You can have a brain without qualia, therefore they do not logically supervene. Therefore although the idea you described above is very interesting in terms of how brains emerge it doesn't seem to be a very good idea of how qualia emerge. Its just another way of describing a physical system or physical properties and then saying that these physical properties that emerge are qualia, where, in auctual fact, qualia do not logically supervene onto these emergent physical properties, so explaining them does not explain qualia.
 
  • #38
BigMacnFries said:
It seems obviously clear to me that there could be a being excatly the same as me, atom for atom, neuron for neuron, that simply does not have any qualia. It does everything and says everything I do but it is completely "dark" on the inside.

You can have a brain without qualia, therefore they do not logically supervene. Therefore although the idea you described above is very interesting in terms of how brains emerge it doesn't seem to be a very good idea of how qualia emerge. Its just another way of describing a physical system or physical properties and then saying that these physical properties that emerge are qualia, where, in auctual fact, qualia do not logically supervene onto these emergent physical properties, so explaining them does not explain qualia.

Hello BigMac. I've run across qualia a lot and still do not understand it so cannot respond to your comments. There are many good people in here that do understand it well and so do not wish to serve as an example of PF's level of familiarity with the topic. Thanks for replying though.:smile:
 
  • #39
saltydog said:
Hello BigMac. I've run across qualia a lot and still do not understand it so cannot respond to your comments. There are many good people in here that do understand it well and so do not wish to serve as an example of PF's level of familiarity with the topic. Thanks for replying though.:smile:

Qualia/awarenesses/personal modes of perception emerge from the emergent property of an emergent phenomenon. It is these properties that caused the evolution of qualia and determine the nature of awareness itself.

Qualia is a physical and an emergent property. If you compare the termite to qualia and actions thereby caused by awareness, there is only one root process bringing them into the classic environment of emergence. The termite evolves from physical processes. The end product of neuronal development and evolution, which is physical, is the emergent property of qualia. Qualia is determined by hormonal balances or imbalances and other individual "wiring" or behavioural modification learned by the neurons or cerebrial ganglia of an organism.
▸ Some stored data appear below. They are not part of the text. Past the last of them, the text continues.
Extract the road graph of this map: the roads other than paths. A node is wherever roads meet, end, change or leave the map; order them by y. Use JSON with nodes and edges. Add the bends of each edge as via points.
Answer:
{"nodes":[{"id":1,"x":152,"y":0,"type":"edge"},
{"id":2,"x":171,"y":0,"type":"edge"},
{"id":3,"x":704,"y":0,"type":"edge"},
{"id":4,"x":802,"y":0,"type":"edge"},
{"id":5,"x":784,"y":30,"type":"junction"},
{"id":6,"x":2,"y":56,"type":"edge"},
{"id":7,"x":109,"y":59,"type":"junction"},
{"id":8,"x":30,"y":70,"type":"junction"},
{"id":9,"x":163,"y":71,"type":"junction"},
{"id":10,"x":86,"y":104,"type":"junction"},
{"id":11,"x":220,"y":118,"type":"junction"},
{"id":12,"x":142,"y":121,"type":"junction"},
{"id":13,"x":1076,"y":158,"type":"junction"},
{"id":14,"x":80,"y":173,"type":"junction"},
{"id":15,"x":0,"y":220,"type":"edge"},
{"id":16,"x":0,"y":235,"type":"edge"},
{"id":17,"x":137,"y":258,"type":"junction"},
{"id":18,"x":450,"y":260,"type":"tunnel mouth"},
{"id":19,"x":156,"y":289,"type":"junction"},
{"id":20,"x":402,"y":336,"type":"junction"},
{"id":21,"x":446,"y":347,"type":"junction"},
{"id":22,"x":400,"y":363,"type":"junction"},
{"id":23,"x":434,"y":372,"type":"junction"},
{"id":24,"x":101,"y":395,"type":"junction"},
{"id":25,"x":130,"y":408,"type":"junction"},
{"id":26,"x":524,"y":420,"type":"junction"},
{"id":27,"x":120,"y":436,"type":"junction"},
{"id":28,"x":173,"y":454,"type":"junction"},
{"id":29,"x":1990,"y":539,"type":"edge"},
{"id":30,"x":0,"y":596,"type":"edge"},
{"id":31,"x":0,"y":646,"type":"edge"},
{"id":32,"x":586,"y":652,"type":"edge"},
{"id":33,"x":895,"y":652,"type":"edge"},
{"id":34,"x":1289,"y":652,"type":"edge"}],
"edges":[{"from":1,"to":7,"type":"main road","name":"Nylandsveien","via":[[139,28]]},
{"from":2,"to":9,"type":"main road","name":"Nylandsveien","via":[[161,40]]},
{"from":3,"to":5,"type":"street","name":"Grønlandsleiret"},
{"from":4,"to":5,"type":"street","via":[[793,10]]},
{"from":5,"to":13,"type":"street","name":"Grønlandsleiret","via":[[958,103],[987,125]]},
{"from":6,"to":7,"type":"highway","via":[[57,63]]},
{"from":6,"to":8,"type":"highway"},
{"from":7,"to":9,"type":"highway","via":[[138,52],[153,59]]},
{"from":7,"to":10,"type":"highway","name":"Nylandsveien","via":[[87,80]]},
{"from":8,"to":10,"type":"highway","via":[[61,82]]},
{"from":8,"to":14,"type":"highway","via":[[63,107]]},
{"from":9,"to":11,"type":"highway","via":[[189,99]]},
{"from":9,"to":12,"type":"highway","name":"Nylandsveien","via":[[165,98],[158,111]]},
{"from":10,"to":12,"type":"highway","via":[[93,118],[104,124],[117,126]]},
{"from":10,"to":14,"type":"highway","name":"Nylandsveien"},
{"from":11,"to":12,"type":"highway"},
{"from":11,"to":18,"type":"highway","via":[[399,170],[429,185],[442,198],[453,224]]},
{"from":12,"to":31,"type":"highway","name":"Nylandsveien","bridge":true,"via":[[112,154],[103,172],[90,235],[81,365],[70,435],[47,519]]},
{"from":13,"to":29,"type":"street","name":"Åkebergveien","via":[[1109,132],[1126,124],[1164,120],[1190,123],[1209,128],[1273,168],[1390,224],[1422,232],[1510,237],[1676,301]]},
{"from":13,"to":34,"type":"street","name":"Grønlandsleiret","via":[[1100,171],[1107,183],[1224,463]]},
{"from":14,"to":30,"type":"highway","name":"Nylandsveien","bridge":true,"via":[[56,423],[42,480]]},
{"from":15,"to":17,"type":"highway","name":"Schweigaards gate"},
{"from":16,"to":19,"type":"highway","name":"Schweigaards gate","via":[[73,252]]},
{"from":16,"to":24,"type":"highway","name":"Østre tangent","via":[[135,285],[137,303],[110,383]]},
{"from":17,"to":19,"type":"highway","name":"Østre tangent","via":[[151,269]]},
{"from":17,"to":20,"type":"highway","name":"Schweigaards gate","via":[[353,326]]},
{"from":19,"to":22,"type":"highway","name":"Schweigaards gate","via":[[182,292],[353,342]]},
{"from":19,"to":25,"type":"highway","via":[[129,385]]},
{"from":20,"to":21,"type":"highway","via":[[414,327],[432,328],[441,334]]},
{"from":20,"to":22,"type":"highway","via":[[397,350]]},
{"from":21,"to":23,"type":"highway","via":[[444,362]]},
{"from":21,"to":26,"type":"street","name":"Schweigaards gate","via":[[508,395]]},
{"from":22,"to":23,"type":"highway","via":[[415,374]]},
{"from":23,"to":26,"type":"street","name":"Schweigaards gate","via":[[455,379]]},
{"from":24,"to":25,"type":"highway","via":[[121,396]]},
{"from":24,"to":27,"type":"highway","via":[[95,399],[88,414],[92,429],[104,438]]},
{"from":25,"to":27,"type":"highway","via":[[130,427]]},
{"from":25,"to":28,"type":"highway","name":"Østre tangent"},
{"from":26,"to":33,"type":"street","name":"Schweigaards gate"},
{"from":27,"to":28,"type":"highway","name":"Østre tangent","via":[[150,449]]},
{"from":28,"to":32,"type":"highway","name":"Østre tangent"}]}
There is no darkness without a personal qualia. There is only confusion in a brain that can't determine a qualia of its own and that must rely on existing opinions and other external stimulus to form temporary opinions/personalities of their own.

To say that qualia isn't related to emergent properties is to say that the sound a cricket makes isn't related to the cricket's legs rubbing together... or that the light produced by a firefly is not a result of its physiology.